Determine how many lines in the records hold "HANBAL", and give that number with nothing added.

Dataset entries:
---------------
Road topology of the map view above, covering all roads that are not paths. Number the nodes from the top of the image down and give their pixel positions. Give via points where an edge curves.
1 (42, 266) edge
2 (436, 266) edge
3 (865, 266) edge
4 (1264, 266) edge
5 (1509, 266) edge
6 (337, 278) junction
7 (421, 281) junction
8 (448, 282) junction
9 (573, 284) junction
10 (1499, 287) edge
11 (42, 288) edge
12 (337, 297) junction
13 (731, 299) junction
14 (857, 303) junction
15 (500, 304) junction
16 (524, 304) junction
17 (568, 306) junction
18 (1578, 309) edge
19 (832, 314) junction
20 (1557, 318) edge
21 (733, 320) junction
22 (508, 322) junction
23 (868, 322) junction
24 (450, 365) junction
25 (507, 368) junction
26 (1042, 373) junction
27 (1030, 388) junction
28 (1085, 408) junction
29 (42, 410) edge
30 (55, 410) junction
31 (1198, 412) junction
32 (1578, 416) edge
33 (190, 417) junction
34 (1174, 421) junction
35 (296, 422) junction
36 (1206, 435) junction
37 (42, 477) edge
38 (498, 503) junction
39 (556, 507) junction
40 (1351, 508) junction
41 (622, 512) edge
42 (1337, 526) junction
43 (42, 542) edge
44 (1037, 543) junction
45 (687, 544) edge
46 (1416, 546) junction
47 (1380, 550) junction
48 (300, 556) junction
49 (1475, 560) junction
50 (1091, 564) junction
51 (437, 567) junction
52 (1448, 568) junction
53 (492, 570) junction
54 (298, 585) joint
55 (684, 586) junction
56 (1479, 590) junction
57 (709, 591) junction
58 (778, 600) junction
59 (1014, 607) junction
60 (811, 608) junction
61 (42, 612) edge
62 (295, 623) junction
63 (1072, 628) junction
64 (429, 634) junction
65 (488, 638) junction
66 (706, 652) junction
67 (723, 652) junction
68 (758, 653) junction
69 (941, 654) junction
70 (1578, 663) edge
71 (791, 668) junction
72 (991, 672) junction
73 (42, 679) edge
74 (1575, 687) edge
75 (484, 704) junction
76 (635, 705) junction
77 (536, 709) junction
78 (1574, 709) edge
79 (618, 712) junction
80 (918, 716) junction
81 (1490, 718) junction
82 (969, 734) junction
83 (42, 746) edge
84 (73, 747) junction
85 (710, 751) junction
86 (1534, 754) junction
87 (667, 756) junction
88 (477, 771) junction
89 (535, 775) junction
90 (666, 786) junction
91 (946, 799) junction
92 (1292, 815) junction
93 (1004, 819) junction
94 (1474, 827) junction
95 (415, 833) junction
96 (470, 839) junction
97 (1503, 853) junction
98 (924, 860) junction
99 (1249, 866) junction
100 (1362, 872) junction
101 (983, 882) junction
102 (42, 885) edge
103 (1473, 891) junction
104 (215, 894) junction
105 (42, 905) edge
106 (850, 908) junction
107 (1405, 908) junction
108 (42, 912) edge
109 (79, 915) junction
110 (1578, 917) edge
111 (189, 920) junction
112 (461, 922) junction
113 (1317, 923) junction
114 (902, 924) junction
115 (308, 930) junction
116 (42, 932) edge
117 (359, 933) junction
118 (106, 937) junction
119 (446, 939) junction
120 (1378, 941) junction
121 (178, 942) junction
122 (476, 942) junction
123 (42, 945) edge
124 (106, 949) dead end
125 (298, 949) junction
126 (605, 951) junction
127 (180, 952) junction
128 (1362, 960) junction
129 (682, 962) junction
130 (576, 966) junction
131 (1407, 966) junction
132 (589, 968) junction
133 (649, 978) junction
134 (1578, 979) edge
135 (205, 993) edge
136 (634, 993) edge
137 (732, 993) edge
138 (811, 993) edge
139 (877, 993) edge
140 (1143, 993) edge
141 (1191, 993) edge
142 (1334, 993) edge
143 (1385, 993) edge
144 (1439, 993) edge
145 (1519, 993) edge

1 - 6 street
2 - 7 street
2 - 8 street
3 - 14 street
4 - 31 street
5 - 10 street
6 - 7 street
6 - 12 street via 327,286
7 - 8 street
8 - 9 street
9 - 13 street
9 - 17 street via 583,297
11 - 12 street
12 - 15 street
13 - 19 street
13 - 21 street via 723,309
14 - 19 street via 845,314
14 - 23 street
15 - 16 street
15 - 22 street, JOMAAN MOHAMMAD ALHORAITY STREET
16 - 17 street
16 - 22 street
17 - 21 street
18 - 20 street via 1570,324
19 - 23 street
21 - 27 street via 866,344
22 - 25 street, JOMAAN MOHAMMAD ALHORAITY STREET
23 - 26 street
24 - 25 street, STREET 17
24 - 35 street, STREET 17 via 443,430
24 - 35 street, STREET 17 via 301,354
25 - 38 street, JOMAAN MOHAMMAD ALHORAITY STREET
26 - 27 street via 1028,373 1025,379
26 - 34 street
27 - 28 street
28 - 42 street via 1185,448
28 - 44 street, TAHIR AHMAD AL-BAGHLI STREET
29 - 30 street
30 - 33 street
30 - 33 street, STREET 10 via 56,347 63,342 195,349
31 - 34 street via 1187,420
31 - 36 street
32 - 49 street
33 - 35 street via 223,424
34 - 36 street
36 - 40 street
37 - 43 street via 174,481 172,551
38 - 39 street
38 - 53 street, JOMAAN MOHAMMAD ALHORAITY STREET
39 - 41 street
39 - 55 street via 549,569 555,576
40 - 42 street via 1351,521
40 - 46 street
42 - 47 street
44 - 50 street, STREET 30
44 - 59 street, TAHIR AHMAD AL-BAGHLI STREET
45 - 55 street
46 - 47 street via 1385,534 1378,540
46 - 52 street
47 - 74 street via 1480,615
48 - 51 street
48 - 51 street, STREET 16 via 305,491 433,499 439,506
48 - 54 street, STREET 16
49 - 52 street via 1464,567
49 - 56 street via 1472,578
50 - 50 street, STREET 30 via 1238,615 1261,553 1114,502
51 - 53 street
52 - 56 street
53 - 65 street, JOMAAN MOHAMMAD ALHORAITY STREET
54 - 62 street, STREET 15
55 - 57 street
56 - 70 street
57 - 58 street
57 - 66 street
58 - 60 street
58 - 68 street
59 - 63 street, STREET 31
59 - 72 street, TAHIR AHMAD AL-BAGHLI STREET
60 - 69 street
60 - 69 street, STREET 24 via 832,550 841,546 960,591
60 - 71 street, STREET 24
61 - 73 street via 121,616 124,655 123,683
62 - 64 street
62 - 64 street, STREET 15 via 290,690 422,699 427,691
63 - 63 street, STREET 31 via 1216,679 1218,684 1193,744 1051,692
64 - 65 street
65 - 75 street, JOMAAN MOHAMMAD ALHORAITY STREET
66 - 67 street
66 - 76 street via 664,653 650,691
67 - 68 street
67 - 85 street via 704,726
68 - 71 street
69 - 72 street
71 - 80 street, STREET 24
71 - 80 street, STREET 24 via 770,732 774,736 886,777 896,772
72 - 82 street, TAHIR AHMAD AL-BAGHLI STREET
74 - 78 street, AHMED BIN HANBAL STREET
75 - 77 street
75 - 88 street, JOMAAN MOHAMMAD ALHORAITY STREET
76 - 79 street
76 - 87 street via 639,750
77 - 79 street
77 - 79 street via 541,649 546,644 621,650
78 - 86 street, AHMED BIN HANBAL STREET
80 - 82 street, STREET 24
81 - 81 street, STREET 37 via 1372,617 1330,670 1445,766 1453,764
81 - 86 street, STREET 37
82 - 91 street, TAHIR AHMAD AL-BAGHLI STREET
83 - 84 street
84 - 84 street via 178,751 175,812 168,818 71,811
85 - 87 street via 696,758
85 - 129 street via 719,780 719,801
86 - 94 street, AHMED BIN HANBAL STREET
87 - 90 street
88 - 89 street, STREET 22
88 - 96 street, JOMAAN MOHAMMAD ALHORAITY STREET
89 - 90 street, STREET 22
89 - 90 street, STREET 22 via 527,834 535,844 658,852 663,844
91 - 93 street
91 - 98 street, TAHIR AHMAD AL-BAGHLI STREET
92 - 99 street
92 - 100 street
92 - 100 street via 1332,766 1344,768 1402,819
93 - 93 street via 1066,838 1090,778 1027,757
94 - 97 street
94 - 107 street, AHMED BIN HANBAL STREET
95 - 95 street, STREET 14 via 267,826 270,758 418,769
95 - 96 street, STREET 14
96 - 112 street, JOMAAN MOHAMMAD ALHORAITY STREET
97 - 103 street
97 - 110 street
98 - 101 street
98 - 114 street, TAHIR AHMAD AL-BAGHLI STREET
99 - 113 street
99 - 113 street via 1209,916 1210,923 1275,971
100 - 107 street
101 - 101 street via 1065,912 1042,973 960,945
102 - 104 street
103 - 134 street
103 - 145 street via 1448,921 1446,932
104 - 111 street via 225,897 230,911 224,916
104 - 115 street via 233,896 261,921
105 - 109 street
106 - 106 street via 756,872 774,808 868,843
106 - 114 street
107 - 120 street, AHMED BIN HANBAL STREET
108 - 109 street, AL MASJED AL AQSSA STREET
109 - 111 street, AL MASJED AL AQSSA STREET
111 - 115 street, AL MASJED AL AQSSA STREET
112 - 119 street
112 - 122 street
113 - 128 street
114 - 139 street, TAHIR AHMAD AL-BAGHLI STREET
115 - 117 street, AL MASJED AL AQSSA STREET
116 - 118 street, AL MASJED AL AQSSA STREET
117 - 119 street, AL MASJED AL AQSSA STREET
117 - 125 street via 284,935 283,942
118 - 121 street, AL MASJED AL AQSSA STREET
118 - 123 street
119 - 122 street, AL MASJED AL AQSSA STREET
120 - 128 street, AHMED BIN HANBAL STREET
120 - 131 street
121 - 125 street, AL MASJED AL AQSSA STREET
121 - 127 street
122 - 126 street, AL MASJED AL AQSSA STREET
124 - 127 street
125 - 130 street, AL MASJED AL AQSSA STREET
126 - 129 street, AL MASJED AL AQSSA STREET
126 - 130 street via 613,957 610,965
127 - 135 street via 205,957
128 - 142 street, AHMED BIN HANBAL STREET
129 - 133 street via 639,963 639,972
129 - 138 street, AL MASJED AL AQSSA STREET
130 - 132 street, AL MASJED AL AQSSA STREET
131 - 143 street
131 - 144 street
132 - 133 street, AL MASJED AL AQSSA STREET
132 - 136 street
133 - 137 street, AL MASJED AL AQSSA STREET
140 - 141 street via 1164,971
---------------
The answer:
7